I wake up in the morning, I look in the mirror. I get out of the shower, I look in the mirror. I stand up from my desk, I look in the mirror. I walk to my car after work, passing hundreds of reflective windows, I look in every mirror. Maybe this time I won’t look fat.
I have struggled with my weight since I was ten years old. I remember back-to-school shopping and being forced to buy husky jeans. I remember those same big boy jeans not fitting. I remember as a teenager transitioning into the Big & Tall section, even though I was not tall. I remember choosing between loud prints and stripes because nothing is more slimming than looking like a circus tent. I remember over-sized blazers and vests and layering layers. I remember believing the whole of the fashion industry existed to make me look as fat as possible.
As an adult I have cycled through at least a half dozen different bodies. I naturally have a large frame so I am never going to be “skinny”. Of course that fact did not stop me from achieving my then-life goal of wasting away to a 32-inch waist in my early-twenties. For good measure and balance I later ballooned to a 48-inch waist in my mid-thirties. I have worn every shirt size, from a men’s small to a gentlemen’s XXXL. I have the closet of a confused, deranged, possibly color-blind lunatic.
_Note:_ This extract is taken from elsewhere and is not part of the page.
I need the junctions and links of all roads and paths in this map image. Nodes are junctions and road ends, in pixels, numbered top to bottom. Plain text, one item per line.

Perhaps the worst part of my ever-changing body shape is that I never sync up with the current trends. When everyone in America was sporting baggy jeans and over-sized sweaters in the mid-1990s I was at my thinnest. Low-rise jeans became all the rage just around the time I started buying my pants from the tent and awning section. For a brief, glorious period about eighteen months ago my body was on point and, even though I thought and still think it looks ridiculous, I was able to indulge in the skinny jean/slim fit movement. I shoehorned my meaty thighs and curvy ass into the skinniest lowest-rise I could find.
I am envious of every plus-sized gal I see. Women have so many choices in terms of clothes. They have entire stores dedicated to the fuller figure. They have foundation garments. They have beautiful women like Adele. But try being a fat gay man. Gay men have H&M with their impossibly tight t-shirts. Gay men consider crotch-hugging jeans a foundation garment. Gay men have that guy on Modern Family. Simply put, it ain’t easy being a chunky queer.
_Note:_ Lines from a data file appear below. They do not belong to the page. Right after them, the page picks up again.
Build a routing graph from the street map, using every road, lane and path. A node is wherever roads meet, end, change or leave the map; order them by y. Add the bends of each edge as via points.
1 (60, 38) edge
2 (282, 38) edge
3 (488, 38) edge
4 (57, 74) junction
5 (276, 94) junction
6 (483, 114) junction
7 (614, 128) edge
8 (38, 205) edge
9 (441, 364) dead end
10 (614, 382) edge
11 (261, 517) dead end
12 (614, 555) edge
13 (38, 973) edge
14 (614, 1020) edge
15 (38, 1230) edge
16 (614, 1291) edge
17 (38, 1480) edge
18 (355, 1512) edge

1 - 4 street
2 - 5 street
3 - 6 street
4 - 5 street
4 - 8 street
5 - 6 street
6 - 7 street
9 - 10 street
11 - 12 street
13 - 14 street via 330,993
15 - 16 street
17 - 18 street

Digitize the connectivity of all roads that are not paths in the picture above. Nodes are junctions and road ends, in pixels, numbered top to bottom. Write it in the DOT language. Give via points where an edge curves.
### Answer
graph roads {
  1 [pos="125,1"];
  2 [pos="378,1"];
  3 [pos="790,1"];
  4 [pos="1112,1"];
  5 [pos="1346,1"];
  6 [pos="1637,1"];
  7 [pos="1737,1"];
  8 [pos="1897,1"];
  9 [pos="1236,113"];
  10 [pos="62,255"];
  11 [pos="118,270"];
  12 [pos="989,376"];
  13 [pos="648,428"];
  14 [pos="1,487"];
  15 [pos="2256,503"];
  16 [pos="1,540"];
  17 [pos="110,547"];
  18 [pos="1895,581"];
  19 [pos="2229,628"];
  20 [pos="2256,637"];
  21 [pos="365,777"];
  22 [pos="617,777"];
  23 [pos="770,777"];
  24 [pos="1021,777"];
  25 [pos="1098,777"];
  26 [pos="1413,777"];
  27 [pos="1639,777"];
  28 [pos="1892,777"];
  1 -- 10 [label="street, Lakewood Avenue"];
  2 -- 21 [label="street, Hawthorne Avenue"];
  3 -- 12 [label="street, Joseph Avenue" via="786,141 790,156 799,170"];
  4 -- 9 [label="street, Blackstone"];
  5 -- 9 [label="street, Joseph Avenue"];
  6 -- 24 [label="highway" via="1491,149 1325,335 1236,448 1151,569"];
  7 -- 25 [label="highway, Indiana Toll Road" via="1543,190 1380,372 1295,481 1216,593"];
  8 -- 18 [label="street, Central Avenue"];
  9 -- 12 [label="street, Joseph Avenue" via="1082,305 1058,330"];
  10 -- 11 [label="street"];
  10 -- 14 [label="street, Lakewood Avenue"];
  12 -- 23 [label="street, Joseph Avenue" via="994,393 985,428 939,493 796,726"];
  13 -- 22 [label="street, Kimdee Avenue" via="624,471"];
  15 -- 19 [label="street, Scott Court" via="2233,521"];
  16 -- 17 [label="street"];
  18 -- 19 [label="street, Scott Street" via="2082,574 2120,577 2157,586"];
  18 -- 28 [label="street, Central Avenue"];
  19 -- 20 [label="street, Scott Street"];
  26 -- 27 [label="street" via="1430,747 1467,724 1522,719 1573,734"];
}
At this moment I am hovering somewhere in the middle, straddling a slim-cut 40-inch waist and an athletic-fit XL shirt. Some days I feel amazing, I look in the mirror and I see that 21 year-old with the impossibly small waist. Other days I see that fat ten year-old in the ill-fitting husky jeans. I have been at this for 3/4 of my life. I don’t know what the answer is…diet? exercise? body acceptance? I’ve tried them all and they have all worked. And failed.
Now that I have two kids the answer seems even more elusive. I want to feel and appear healthy for my children, to set a good example. I want to feed them foods that will make them feel and be healthy. I want them to be confident in their own skin. I want them to understand that even if I want or need to change my appearance, I am not ashamed of who I am or how I look. I simply want to be a better me.
I am determined not to cycle back into my fat body. I am determined to make better choices. I am determined to eat healthy, to go back to yoga, to accept my body — the thin, the fat, and the in-between.